Your response needs to be the data below, retyped exactly.

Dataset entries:
####################

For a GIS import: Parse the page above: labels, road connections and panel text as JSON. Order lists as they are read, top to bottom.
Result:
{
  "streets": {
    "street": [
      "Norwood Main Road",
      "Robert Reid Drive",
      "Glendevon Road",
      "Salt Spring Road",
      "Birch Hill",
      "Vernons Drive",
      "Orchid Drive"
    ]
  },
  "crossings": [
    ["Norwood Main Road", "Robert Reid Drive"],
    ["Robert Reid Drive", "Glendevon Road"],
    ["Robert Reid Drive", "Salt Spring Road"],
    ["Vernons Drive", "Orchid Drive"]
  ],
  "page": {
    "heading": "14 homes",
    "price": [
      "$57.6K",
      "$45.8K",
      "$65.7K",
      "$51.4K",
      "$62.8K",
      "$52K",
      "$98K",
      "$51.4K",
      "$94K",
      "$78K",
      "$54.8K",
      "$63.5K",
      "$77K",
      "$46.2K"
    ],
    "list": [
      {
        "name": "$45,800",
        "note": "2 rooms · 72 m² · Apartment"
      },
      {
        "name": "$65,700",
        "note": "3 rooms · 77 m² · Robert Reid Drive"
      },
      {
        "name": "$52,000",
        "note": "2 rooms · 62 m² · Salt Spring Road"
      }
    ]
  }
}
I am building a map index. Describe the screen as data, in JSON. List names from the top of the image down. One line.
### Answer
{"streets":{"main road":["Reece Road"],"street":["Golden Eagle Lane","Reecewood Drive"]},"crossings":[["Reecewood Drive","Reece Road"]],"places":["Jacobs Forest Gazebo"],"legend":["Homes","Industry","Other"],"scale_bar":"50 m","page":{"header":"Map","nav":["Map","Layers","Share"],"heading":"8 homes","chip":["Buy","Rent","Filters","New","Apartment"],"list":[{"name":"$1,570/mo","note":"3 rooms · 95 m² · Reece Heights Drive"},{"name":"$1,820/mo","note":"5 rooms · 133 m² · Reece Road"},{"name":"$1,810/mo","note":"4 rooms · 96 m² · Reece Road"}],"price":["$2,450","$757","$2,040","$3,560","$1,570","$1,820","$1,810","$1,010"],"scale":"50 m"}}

####################

— TASK RESULT —
For a GIS import: Parse the page above: labels, road connections and panel text as JSON. Order lists as they are read, top to bottom.
Result:
{
  "streets": {
    "street": [
      "Norwood Main Road",
      "Robert Reid Drive",
      "Glendevon Road",
      "Salt Spring Road",
      "Birch Hill",
      "Vernons Drive",
      "Orchid Drive"
    ]
  },
  "crossings": [
    ["Norwood Main Road", "Robert Reid Drive"],
    ["Robert Reid Drive", "Glendevon Road"],
    ["Robert Reid Drive", "Salt Spring Road"],
    ["Vernons Drive", "Orchid Drive"]
  ],
  "page": {
    "heading": "14 homes",
    "price": [
      "$57.6K",
      "$45.8K",
      "$65.7K",
      "$51.4K",
      "$62.8K",
      "$52K",
      "$98K",
      "$51.4K",
      "$94K",
      "$78K",
      "$54.8K",
      "$63.5K",
      "$77K",
      "$46.2K"
    ],
    "list": [
      {
        "name": "$45,800",
        "note": "2 rooms · 72 m² · Apartment"
      },
      {
        "name": "$65,700",
        "note": "3 rooms · 77 m² · Robert Reid Drive"
      },
      {
        "name": "$52,000",
        "note": "2 rooms · 62 m² · Salt Spring Road"
      }
    ]
  }
}
I am building a map index. Describe the screen as data, in JSON. List names from the top of the image down. One line.
### Answer
{"streets":{"main road":["Reece Road"],"street":["Golden Eagle Lane","Reecewood Drive"]},"crossings":[["Reecewood Drive","Reece Road"]],"places":["Jacobs Forest Gazebo"],"legend":["Homes","Industry","Other"],"scale_bar":"50 m","page":{"header":"Map","nav":["Map","Layers","Share"],"heading":"8 homes","chip":["Buy","Rent","Filters","New","Apartment"],"list":[{"name":"$1,570/mo","note":"3 rooms · 95 m² · Reece Heights Drive"},{"name":"$1,820/mo","note":"5 rooms · 133 m² · Reece Road"},{"name":"$1,810/mo","note":"4 rooms · 96 m² · Reece Road"}],"price":["$2,450","$757","$2,040","$3,560","$1,570","$1,820","$1,810","$1,010"],"scale":"50 m"}}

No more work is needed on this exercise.